Volviendo al cómo se ha de actuar para conseguir esa santidad, sería mejor bajar un poco a la tierra para ver cómo debemos de actuar para conseguir la santificación, es decir, tratar de ser justos y ejemplares. Para esto, nada mejor que las Bienaventuranzas, verdadero programa de gobierno de, para, la vida eterna, aquí.

Decir algo nuevo sobre este discurso de Jesús, aunque fuera pronunciado en momentos diferentes, no viene al caso. Tan sólo haciendo referencia a lo fundamental se puede entender qué es lo necesario para alcanzar esa santificacion: alma de pobres (tener), afligidos (sentirse), pacientes (ser), tener hambre y sed de justicia (de Dios), ser insultados y perseguidos por causa de Cristo.

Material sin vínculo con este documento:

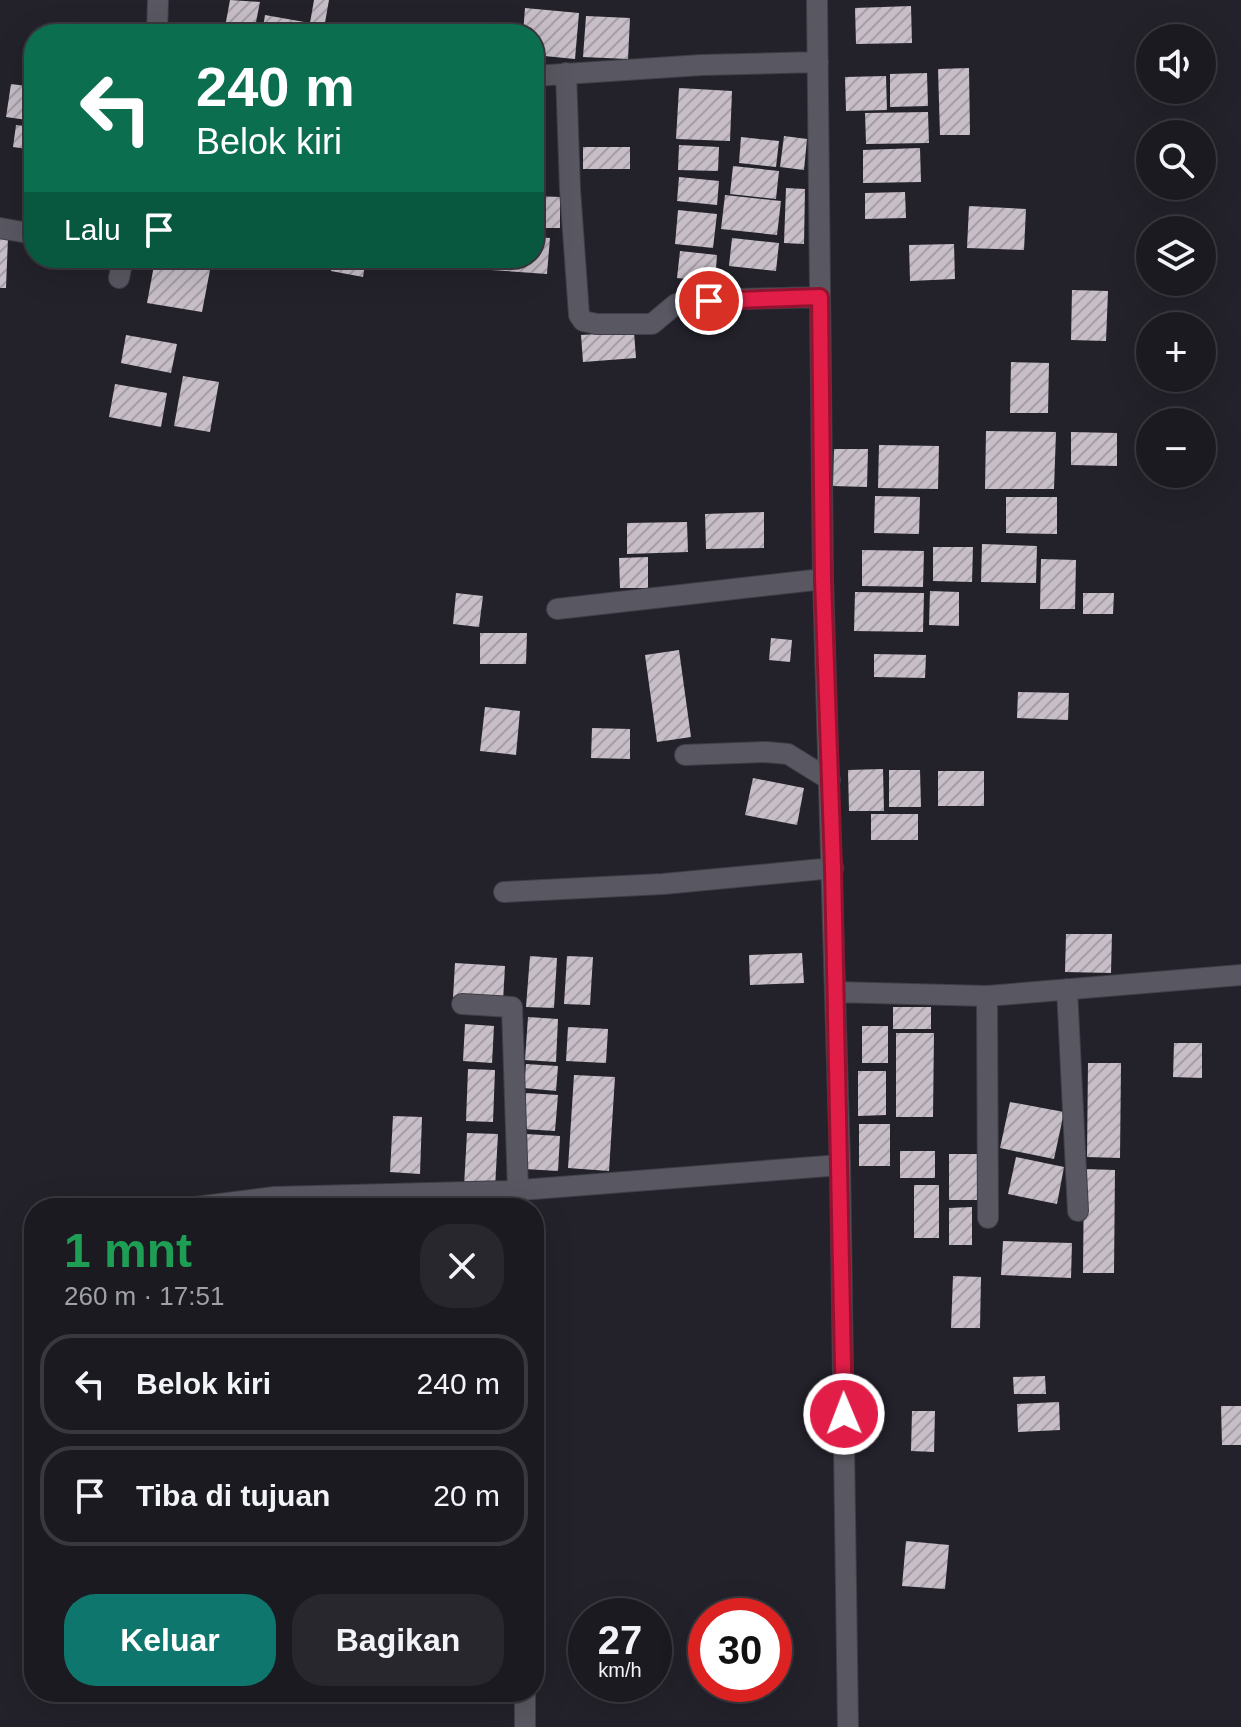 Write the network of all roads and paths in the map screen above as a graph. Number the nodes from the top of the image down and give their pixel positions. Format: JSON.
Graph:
{"nodes":[{"id":1,"x":158,"y":0,"type":"edge"},
{"id":2,"x":817,"y":0,"type":"edge"},
{"id":3,"x":157,"y":24,"type":"edge"},
{"id":4,"x":818,"y":62,"type":"junction"},
{"id":5,"x":566,"y":73,"type":"junction"},
{"id":6,"x":544,"y":75,"type":"edge"},
{"id":7,"x":0,"y":228,"type":"edge"},
{"id":8,"x":24,"y":232,"type":"edge"},
{"id":9,"x":820,"y":297,"type":"junction"},
{"id":10,"x":823,"y":579,"type":"junction"},
{"id":11,"x":557,"y":609,"type":"dead end"},
{"id":12,"x":685,"y":755,"type":"dead end"},
{"id":13,"x":830,"y":780,"type":"junction"},
{"id":14,"x":833,"y":868,"type":"junction"},
{"id":15,"x":504,"y":892,"type":"dead end"},
{"id":16,"x":1241,"y":975,"type":"edge"},
{"id":17,"x":1067,"y":989,"type":"junction"},
{"id":18,"x":836,"y":992,"type":"junction"},
{"id":19,"x":987,"y":996,"type":"junction"},
{"id":20,"x":462,"y":1004,"type":"dead end"},
{"id":21,"x":840,"y":1165,"type":"junction"},
{"id":22,"x":512,"y":1196,"type":"edge"},
{"id":23,"x":267,"y":1198,"type":"edge"},
{"id":24,"x":301,"y":1198,"type":"edge"},
{"id":25,"x":459,"y":1198,"type":"edge"},
{"id":26,"x":1078,"y":1211,"type":"dead end"},
{"id":27,"x":988,"y":1218,"type":"dead end"},
{"id":28,"x":525,"y":1702,"type":"edge"},
{"id":29,"x":525,"y":1727,"type":"edge"},
{"id":30,"x":848,"y":1727,"type":"edge"}],
"edges":[{"from":1,"to":3,"type":"street"},
{"from":2,"to":4,"type":"street"},
{"from":4,"to":5,"type":"street"},
{"from":4,"to":9,"type":"street"},
{"from":5,"to":6,"type":"street"},
{"from":5,"to":9,"type":"street"},
{"from":7,"to":8,"type":"street"},
{"from":9,"to":10,"type":"street"},
{"from":10,"to":11,"type":"street"},
{"from":10,"to":13,"type":"street"},
{"from":12,"to":13,"type":"street"},
{"from":13,"to":14,"type":"street"},
{"from":14,"to":15,"type":"street"},
{"from":14,"to":18,"type":"street"},
{"from":16,"to":17,"type":"street"},
{"from":17,"to":19,"type":"street"},
{"from":17,"to":26,"type":"street"},
{"from":18,"to":19,"type":"street"},
{"from":18,"to":21,"type":"street"},
{"from":19,"to":27,"type":"street"},
{"from":20,"to":22,"type":"street"},
{"from":21,"to":22,"type":"street"},
{"from":21,"to":30,"type":"street"},
{"from":22,"to":25,"type":"street"},
{"from":23,"to":24,"type":"street"},
{"from":28,"to":29,"type":"street"}]}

Todo esto, lo dicho antes, es el instrumento, la herramienta para tener «una gran recompensa en el cielo». Pero para eso hemos de ser aquí, creo yo, mártires, es decir, testigos, porque programa tenemos para esto.

Pero también esperan de nosotros los que han dejado la vida terrena para formar parte del definitivo Reino de Dios. Esas personas, queridas o desconocidas por nosotros, esperan de nuestra voluntad las oraciones que cubran, si eso es posible a la vista de la misericordia de Dios, los errores que cometieron en su pasar por este valle de lágrimas.

Por eso se nos reclama, desde la estela que dejaron en nuestro devenir, tan lleno de recuerdos de su paso, la ternura de unos avemarías, de unos padrenuestros, de unos credos...de tantas formas de pedir, a Dios Padre y de agradecer, que, a ser posible, les libere de la prisión que su, nuestro, vivir, les procuró. Quizá sea una forma de hacernos perdonar, a nosotros mismos, los males que causamos al alma del Creador por menospreciar la ayuda y el Amor que nos ofrece y que, a veces, no aceptamos; quizá sea como una excusa para podar las ramas podridas que nos salen del corazón, cual viña enferma, cuando no perdonamos a tiempo o acusamos a destiempo; quizá sea una buena razón para reafirmar nuestra Fe y no dejar, ni un momento más, abandonada la creencia que nos sostiene en el cajón de la conveniencia o de lo políticamente correcto.

Es ahora, precisamente ahora, cuando las vergüenzas que nos adornan se quedan al aire, cuando los que ya ven a Dios y los que esperan verlo nos suplican, con esos gemidos inefables de los que Pablo habla en su Epístola a los Romanos (8, 26), que no seamos duros de corazón sino de corazón blando, suave, amoroso, tierno, luz de Dios.